月夜と猫は、テーマを'Food'に決めていました。以前からFoodは重要なテーマの一つだと思っていましたが、このパンデミックの時期を通して、食べ物の根源的な力や作用について考えたり体験した影響も大きいです。

食べることとアートといえば、フランスのパフォーマンス集団’ilotopie’による2015年静岡市での路上パフォーマンスが強烈に印象に残っています。路上生活者風、シェフ風など様々な衣装のパフォーマーたちが、衣装の下に隠していた食べ物ーーこれが一見、パフォーマーたちの皮下組織や脂肪、内臓に見えるように作られていたのですが、それを鑑賞者たちに「食べてーー!」と分け与える、のがクライマックスでした(当時撮影した写真を探したのですが見当たらず...泣)。食べるという行為に根源的に同居する、「罪」と「犠牲」の観念を非常にわかりやすい形で、しかしユーモラスに表現していたパフォーマンスでした。
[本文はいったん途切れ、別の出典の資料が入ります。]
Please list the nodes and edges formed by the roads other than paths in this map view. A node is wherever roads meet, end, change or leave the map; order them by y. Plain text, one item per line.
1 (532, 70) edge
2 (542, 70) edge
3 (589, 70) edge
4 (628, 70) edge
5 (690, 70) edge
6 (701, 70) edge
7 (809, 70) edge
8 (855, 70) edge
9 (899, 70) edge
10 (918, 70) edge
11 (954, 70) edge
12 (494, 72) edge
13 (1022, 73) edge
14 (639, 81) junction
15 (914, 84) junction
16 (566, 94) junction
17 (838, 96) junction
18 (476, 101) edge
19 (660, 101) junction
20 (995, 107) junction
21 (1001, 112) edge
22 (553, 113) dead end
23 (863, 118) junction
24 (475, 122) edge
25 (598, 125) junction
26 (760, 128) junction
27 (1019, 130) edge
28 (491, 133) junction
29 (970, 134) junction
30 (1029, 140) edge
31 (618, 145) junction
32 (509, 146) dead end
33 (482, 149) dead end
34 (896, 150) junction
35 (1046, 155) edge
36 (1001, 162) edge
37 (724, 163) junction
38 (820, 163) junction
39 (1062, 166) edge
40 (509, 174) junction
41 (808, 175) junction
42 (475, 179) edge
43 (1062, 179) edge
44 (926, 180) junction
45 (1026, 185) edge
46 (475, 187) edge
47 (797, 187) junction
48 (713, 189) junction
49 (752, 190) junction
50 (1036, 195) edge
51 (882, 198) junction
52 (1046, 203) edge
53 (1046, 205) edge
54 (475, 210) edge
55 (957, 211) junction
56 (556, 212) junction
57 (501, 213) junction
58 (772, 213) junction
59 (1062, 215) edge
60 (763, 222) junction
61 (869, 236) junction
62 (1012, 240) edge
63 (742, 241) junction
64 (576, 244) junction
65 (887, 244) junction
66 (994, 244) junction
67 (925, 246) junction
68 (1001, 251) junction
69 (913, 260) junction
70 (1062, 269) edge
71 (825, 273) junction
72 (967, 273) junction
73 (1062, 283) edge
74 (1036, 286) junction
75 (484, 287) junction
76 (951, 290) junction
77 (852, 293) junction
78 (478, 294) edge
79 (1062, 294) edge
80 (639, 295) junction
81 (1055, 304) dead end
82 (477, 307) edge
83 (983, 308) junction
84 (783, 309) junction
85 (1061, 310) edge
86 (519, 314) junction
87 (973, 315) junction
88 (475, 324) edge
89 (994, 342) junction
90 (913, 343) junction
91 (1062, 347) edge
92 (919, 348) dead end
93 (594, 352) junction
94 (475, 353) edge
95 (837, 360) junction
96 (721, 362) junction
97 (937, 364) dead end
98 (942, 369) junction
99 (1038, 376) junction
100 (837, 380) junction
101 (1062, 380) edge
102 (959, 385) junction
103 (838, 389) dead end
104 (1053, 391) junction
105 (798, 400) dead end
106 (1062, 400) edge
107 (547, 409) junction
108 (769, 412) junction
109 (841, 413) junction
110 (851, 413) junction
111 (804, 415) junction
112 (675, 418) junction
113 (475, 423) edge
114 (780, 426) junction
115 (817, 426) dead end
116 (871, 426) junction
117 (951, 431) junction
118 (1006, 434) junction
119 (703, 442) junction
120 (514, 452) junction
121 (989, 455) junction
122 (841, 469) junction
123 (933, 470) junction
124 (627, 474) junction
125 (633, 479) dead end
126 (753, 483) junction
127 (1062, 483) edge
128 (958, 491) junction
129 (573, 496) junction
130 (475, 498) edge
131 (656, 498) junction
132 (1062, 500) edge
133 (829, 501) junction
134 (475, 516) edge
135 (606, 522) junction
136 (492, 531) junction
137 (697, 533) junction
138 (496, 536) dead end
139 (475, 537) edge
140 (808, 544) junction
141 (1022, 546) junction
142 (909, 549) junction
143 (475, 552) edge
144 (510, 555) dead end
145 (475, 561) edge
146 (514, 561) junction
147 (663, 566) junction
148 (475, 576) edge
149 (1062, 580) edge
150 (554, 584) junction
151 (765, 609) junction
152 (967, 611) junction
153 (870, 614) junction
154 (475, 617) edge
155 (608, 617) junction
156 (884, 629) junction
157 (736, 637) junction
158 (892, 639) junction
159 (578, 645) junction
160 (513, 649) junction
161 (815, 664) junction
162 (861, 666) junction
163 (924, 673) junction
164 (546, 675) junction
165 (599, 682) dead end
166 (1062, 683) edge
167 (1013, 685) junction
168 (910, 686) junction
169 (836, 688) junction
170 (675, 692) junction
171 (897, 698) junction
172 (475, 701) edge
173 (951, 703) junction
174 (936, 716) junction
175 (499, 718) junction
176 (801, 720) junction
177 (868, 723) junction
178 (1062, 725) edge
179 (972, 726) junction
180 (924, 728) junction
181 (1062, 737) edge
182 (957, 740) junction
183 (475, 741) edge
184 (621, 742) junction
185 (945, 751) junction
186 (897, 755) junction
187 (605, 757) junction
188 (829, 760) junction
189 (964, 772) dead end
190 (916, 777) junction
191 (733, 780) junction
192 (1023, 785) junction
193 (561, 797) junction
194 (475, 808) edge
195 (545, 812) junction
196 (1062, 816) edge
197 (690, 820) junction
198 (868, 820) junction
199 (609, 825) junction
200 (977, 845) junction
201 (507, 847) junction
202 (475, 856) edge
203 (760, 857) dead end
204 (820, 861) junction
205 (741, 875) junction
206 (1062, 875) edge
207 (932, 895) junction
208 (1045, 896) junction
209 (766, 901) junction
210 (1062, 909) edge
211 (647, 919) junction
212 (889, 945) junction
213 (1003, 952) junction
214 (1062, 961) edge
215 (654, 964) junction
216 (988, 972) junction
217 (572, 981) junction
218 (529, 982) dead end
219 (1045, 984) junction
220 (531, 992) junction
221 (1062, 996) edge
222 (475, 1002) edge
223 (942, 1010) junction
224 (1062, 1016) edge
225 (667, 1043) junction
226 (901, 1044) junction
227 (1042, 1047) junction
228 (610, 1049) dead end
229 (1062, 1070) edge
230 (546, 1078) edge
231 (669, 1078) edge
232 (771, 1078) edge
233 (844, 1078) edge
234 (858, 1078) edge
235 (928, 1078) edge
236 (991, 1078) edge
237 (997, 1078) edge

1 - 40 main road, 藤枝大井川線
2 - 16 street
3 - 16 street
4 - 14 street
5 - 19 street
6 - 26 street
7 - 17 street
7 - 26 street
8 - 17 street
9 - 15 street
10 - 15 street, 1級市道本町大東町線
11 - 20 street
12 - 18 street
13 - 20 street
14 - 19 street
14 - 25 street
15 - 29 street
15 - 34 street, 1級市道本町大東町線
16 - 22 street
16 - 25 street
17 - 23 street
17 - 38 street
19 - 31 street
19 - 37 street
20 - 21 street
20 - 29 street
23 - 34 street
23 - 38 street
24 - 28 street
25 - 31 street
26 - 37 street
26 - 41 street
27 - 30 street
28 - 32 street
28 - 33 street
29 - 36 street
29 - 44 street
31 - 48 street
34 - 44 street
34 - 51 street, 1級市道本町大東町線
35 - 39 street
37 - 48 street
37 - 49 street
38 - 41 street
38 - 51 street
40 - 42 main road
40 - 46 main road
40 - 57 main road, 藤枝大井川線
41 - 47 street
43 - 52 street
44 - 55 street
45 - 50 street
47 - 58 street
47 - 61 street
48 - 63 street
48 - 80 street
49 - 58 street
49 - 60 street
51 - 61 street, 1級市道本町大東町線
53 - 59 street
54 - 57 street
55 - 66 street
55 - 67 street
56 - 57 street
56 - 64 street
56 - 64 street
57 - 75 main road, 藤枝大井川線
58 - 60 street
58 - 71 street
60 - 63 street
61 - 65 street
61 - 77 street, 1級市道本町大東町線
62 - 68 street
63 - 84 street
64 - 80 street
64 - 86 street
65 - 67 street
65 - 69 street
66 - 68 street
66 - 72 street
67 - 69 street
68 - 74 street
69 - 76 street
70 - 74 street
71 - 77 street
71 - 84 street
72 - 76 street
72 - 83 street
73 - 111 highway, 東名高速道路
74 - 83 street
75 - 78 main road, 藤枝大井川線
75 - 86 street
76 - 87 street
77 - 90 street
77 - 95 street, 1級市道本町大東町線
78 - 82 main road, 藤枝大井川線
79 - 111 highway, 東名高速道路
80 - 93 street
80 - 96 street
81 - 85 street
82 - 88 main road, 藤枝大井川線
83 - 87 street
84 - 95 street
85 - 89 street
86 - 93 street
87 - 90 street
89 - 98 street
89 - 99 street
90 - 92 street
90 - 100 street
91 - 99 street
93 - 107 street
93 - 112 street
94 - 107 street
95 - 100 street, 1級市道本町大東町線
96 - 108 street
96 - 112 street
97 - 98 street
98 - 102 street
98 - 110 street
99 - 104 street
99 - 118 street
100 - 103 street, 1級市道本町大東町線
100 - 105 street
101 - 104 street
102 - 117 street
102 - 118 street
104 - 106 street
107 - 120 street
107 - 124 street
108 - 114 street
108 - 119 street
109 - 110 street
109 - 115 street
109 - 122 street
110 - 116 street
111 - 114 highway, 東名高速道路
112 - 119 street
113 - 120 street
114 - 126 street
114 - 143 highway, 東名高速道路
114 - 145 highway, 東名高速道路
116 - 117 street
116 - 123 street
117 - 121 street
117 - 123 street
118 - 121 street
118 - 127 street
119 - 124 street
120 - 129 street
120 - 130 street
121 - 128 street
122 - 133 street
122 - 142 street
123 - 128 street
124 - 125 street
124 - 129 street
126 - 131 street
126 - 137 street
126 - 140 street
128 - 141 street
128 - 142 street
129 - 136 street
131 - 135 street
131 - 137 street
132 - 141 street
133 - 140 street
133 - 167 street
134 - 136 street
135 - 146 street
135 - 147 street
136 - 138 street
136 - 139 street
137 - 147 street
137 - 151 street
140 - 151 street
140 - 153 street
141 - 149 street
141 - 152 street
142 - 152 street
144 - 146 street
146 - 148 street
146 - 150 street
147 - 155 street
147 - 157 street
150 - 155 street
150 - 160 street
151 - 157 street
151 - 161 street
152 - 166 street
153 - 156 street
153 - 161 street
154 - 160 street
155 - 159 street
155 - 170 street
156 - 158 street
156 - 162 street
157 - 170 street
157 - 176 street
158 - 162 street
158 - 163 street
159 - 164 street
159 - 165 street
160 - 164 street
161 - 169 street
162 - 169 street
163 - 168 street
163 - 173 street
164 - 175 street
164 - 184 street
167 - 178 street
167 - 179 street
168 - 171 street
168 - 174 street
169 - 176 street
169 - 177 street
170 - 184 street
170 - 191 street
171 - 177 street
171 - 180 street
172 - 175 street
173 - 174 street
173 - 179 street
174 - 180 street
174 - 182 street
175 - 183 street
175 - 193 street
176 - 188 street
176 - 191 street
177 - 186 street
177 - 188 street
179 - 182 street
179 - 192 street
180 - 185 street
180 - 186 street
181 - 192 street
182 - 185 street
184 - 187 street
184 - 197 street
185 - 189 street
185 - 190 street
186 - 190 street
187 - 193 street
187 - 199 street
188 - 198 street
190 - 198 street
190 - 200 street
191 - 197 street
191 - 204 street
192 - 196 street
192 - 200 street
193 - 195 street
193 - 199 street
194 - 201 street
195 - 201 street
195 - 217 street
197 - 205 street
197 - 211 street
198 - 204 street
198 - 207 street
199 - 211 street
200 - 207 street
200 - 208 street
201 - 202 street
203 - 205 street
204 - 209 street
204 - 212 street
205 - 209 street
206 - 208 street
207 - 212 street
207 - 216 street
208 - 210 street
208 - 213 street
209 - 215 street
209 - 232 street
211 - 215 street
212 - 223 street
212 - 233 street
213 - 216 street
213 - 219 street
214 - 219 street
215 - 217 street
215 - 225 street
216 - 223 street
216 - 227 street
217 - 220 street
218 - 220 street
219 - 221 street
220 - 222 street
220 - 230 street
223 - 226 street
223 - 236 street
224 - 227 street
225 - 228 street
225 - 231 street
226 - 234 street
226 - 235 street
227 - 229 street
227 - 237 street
「月夜と猫」も、何かの形で食の体験を提供するインタラクティブなパフォーマンスができたらいいなあ、という思いはずっとあって、それを今回の卒展でやろうと思ってアイデアスケッチなどを描きためていたのです。でも、このような社会情勢下ではまず諦めざるを得ません。

考え方を変えて、webサイト上で見せる、いわゆるビジュアル作品を制作することにしました。ちょうど4月、イギリスでは厳密なロックダウンの真っ最中で、stay@homeの日々でした。食材を手に入れるためにスーパーに並ばねばならず、並んで入店しても思うようなものは手に入らず、食生活の維持にエネルギーを使っていた日々です。

私はスーパーで手に入れたコメを一握り、机の上にパラパラとこぼし、夕陽がさす屋根裏のアトリエで米粒の絵を描いてみました。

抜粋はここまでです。